We have the EOS 2.0T with DSG but not with the Sport Package. It has many of the finer features like heated seats and dual climate control.
It does not have the buttons on the steering wheel for radio control and it does not have the paddles for the DSG gear selection.
Has anyone added the paddles to an EOS? I suspect that some of the owners of the Jetta 2.0T have had the same questions as it also has the DSG with no paddles.
We are also interested in adding the radio selection buttons as we will likely upgrade the stereo to an aftermarket device with full IPod interface and video display and these units support the wheel buttons. I think the two blank covers for the button locations are easily removed.


----------



## chris2.0tdsg (Nov 29, 2006)

*Re: Adding paddles for DSG and adding wheel buttons for radio control (OregonEOS)*

I would not bother adding the paddles. I have them, but played with them for a couple of days, and almost never used them since.
The DSG software knows much better when to shift.

chris


----------



## paisano (Apr 26, 2007)

*Re: Adding paddles for DSG and adding wheel buttons for radio control (chris2.0tdsg)*

I guess it is just personal preference. I use the paddles all the time. I gear down as Im breaking and if you drive on windy two-lane roads, it is great for doing a downshift as you apply your breaks before the curve, then hit the accelerator and power out of the curve. Its a blast if you enjoy enthusiastic driving or just if you just like having a toy to play with. I almost never use the floor shifter to change gears. The other interesting and useful thing about the DSG w/paddle shifters is that you dont even need to have the transmission in the manual mode to shift gears. You can be in D or S and if you have a need to downshift or upshift, just flick the paddle. Comes in very handy for passing. 
That said, I have no idea what the cost and practicality of adding paddles to a non-sport model. My guess would be that it would be prohibitively expensive. The wheel buttons for the radio might be more realistic depending on which radio you have. 

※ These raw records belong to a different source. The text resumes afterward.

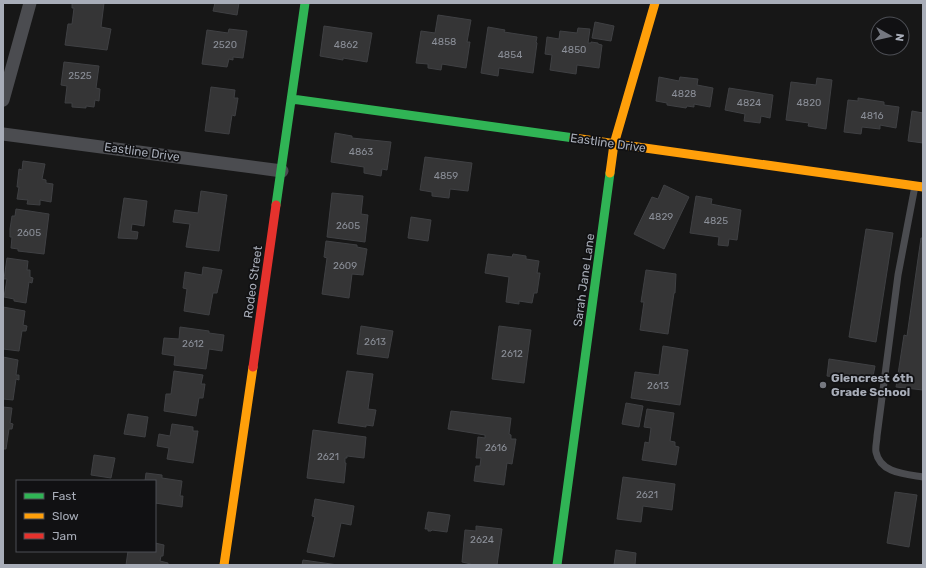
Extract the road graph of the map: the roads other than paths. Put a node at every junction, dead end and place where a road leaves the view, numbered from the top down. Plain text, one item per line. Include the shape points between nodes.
1 (30, 3) edge
2 (305, 3) edge
3 (655, 3) edge
4 (292, 99) junction
5 (3, 100) edge
6 (3, 134) edge
7 (614, 144) junction
8 (282, 170) junction
9 (919, 187) edge
10 (923, 477) edge
11 (224, 565) edge
12 (557, 565) edge

1 - 5 street
2 - 4 street, Rodeo Street
3 - 7 street, Sarah Jane Lane
4 - 7 street, Eastline Drive
4 - 8 street, Rodeo Street
6 - 8 street, Eastline Drive
7 - 9 street, Eastline Drive
7 - 12 street, Sarah Jane Lane
8 - 11 street, Rodeo Street
9 - 10 lane via 898,275 876,452 880,462 887,469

_Modified by paisano at 8:36 AM 6-24-2007_


----------



## PanEuropean (Nov 3, 2001)

*Re: Adding paddles for DSG and adding wheel buttons for radio control (chris2.0tdsg)*


_Quote, originally posted by *chris2.0tdsg* »_I would not bother adding the paddles. I have them, but played with them for a couple of days, and almost never used them since.

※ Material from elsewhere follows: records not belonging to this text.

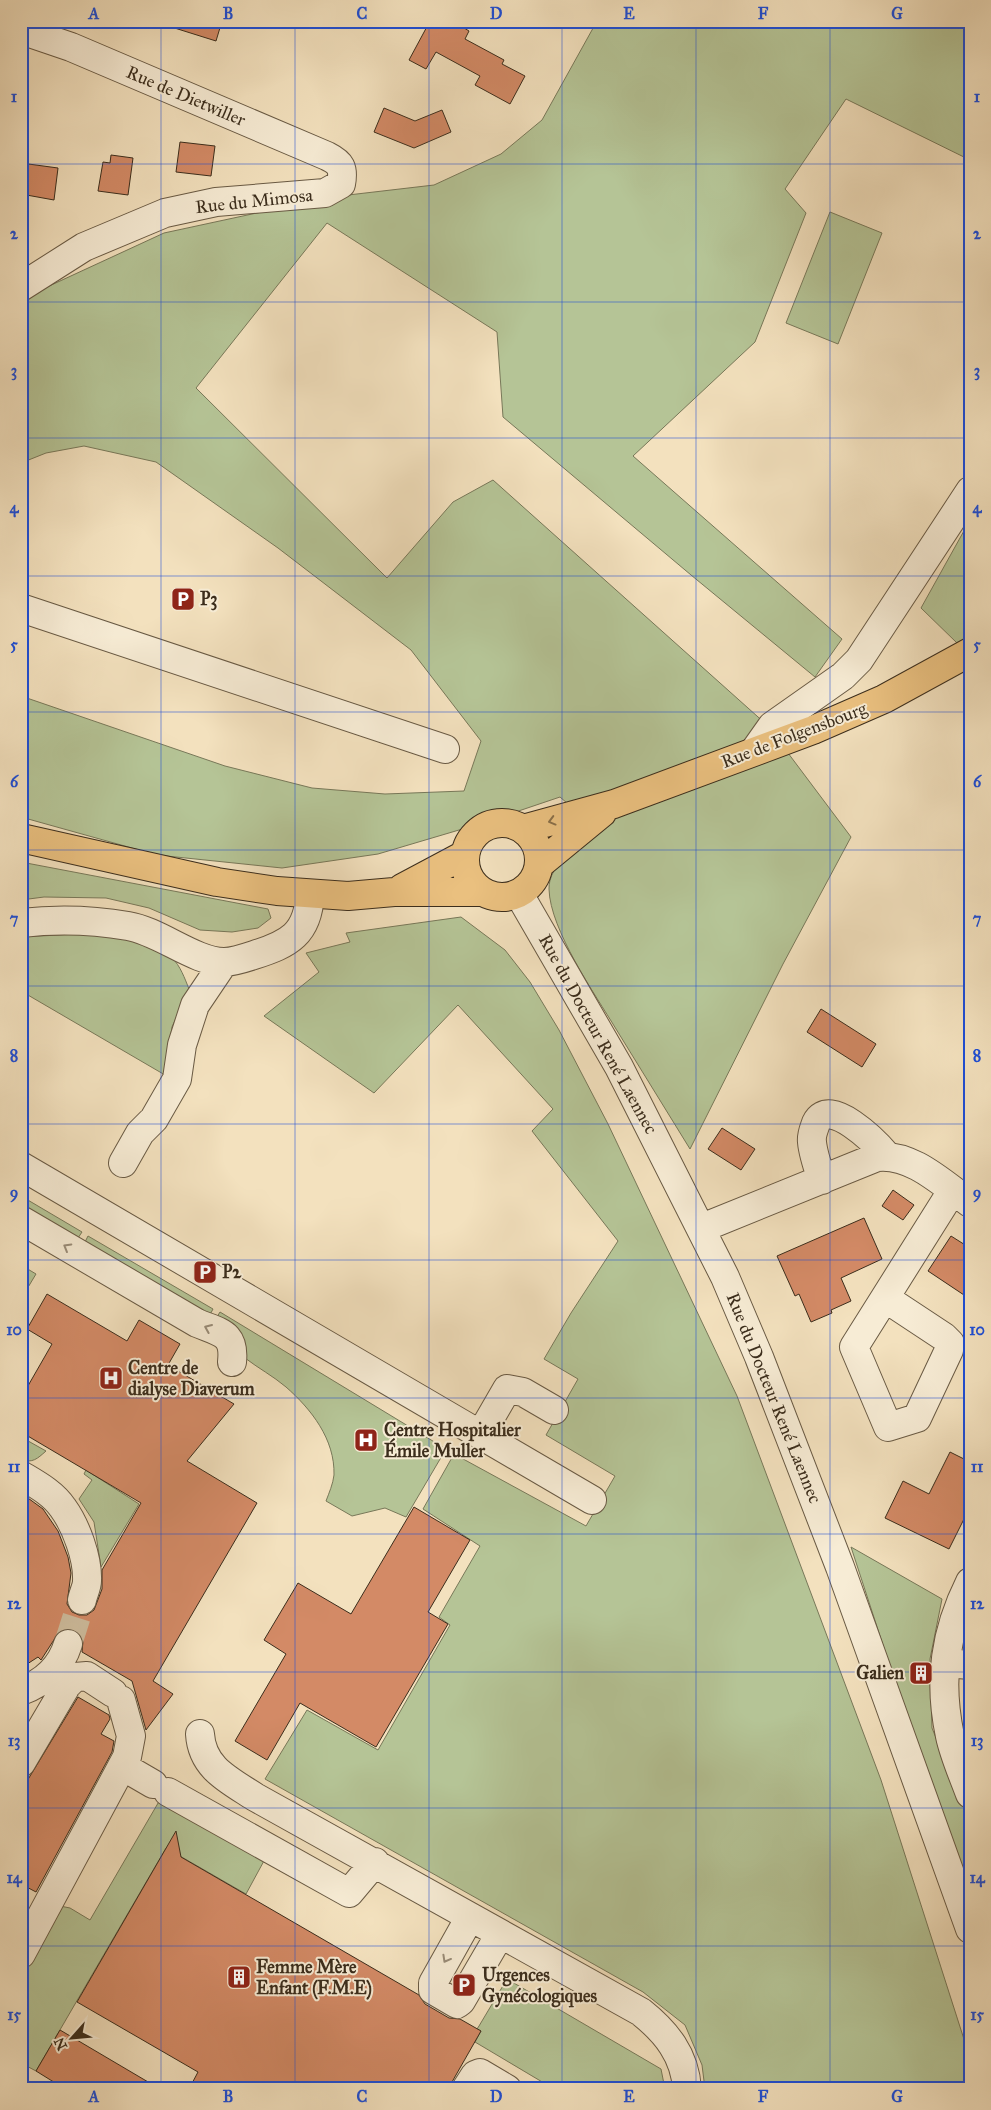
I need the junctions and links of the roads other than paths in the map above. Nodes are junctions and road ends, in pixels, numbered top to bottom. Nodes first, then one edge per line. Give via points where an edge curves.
1 (21, 30) edge
2 (344, 172) joint
3 (21, 287) edge
4 (970, 491) edge
5 (21, 608) edge
6 (970, 652) edge
7 (445, 749) dead end
8 (755, 750) junction
9 (614, 804) junction
10 (523, 829) junction
11 (21, 838) edge
12 (464, 855) junction
13 (540, 864) junction
14 (394, 892) junction
15 (481, 892) junction
16 (310, 894) junction
17 (519, 894) junction
18 (21, 923) edge
19 (224, 962) junction
20 (887, 1156) junction
21 (123, 1163) dead end
22 (21, 1166) edge
23 (822, 1180) junction
24 (961, 1197) edge
25 (21, 1220) edge
26 (702, 1228) junction
27 (885, 1298) dead end
28 (232, 1362) dead end
29 (554, 1410) dead end
30 (481, 1434) junction
31 (21, 1475) edge
32 (592, 1500) dead end
33 (970, 1582) edge
34 (82, 1600) tunnel mouth
35 (68, 1644) tunnel mouth
36 (958, 1664) edge
37 (59, 1679) junction
38 (21, 1691) edge
39 (200, 1734) dead end
40 (21, 1763) edge
41 (122, 1766) junction
42 (970, 1794) edge
43 (375, 1862) junction
44 (470, 1917) junction
45 (970, 1929) edge
46 (500, 1934) junction
47 (21, 1954) edge
48 (466, 2089) edge
49 (507, 2089) edge
50 (687, 2089) edge

1 - 2 street, Rue de Dietwiller via 71,47 327,156 339,162
2 - 3 street, Rue du Mimosa via 342,184 325,193 216,202 165,213 84,247
4 - 8 street via 859,660 843,676 772,726
5 - 7 street
6 - 8 main road, Rue de Folgensbourg via 884,699 813,730
8 - 9 main road, Rue de Folgensbourg
9 -> 10 main road, Rue de Folgensbourg
9 - 13 main road, Rue de Folgensbourg
10 - 12 main road via 509,823 494,823 479,829 469,841
10 - 13 main road via 531,838
11 - 16 main road via 217,882
12 - 14 main road
12 - 15 main road via 465,869
13 - 17 main road via 529,887
14 - 15 main road
14 - 16 main road via 348,896
15 - 17 main road via 506,898
16 - 19 street via 304,923 286,943
17 - 26 street, Rue du Docteur René Laennec via 619,1067
18 - 19 street via 96,922 130,926 205,958
19 - 21 street via 195,1005 182,1045 177,1079
20 - 23 street via 877,1157
20 - 23 street via 875,1142 837,1114 824,1115 818,1118 811,1141
20 - 24 street via 908,1160
22 - 30 street
23 - 26 street
24 - 27 street
28 -> 25 street via 233,1348 227,1336 197,1323
26 - 45 street, Rue du Docteur René Laennec via 759,1357 840,1567
29 - 30 street via 523,1392 507,1389
30 - 32 street
31 - 34 street via 42,1487 63,1507 76,1531 87,1581
33 - 36 street via 952,1623
35 - 37 street
36 - 42 street via 943,1683 950,1737
37 - 38 street
37 - 40 street
37 - 41 street via 87,1676 117,1696 131,1736
39 - 43 street via 201,1748 207,1760 228,1779
41 - 43 street via 349,1894
41 - 47 street
43 - 44 street
44 - 46 street
44 -> 46 street via 433,1982 433,1990 457,2004
46 - 50 street via 640,2012 658,2026 681,2058
48 - 49 street via 480,2073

I'll toss my vote in with Chris - I went to a great deal of trouble to retrofit paddle shifters to my Phaeton (see this link: Retrofitting Paddle Shifters to a Phaeton), used them for a day or two, and haven't used them since. Well - have almost never used them since... the downshift paddle is useful if you are coming up behind another car just a tiny bit too quickly on the highway, and you want to slow your car down without going to the trouble of putting your foot on the brake.
Having said that, I am going to guess that it would probably not be too difficult to retrofit the shifter switches or the radio buttons to an Eos. My guess is that the switches for the shifter buttons and the switches for the audio control buttons are probably resistance switches, thus, you would likely not need to run any additional wires. You might have to do a lot of fooling around with controller coding, but from a physical installation point of view, it should not be that difficult to do.
That is, of course, a *guess *on my part - I am not familiar with exactly how the Eos is wired, but I am familiar with the concepts behind how other VW products handle steering wheel controls.
Michael


----------



## oab97 (Feb 18, 2007)

*Re: Adding paddles for DSG and adding wheel buttons for radio control (PanEuropean)*

Well since we're voting, I'll toss my hat in the ring with paisano. I don't think a single day of driving has gone by since I got my Eos that I didn't use the paddle shifters at least once.
While I centainly don't want to step on any toes I have to say that I very stongly diagree with with Chris's assertation that the DSG software knows when to shift better than I do. IMO, the shifting software is a serious weakpoint in the car. The shift points in 'D' are way too early and are constantly lugging the engine. The shift points in 'S' are too high to live with in anything other than full throttle sport driving situations. I use the manual shift mode (paddles or console) roughly 70% of the time I'm driving my car.
I also like to be in the proper gear going into a turn not having the computer grab a lower gear and upset the chassis when I get on the gas to come out of a turn just after the apex. No matter how smart the shifting computer is, we're still a long way from them being able to look up the road and know what's coming next.
Sorry I can't offer any useful advice on the cost or compexity of the mods you're proposing, but I do think that if you enjoy truly being in control of your ride that it would be a worthwhile mod to pursue.


----------



## Shaka (May 20, 2001)

*Re: Adding paddles for DSG and adding wheel buttons for radio control (OregonEOS)*

There is a thread over in the Golf/Jetta V forums on here, search for a user named the.ronin -- he has tackled the subject. On a Golf/Jetta/GTI you have to do more than just swap out the wheel, it also requires a new module (situated under the steering column). I'd be willing to bet the Eos would require the same hardware module for those features to work.
When I researched it, the module was over $400 new, a new wheel w/paddles and audio buttons was in the $500 range. All in all, it didn't seem worth $1k for me to be the test-mule for it as things sat. There is a good write-up and PDF for the Mk5 vehicles, but nobody really knows yet if the Eos would take to the same mods in the same fashion or not.
I can tell you that swapping Mk5 wheels into an Eos is identical from a hardware standpoint -- but I have the same situation as you it sounds like. Our car has no package, but is a 2.0T pkg car with the heated seats and dual climate control. I went the cheap/easy way and got a used Mk5 GTI wheel off the forums here for ~$300 (no paddles, no audio controls). It swapped out easy in <5 minutes ... giving me the GTI wheel but no added functionality.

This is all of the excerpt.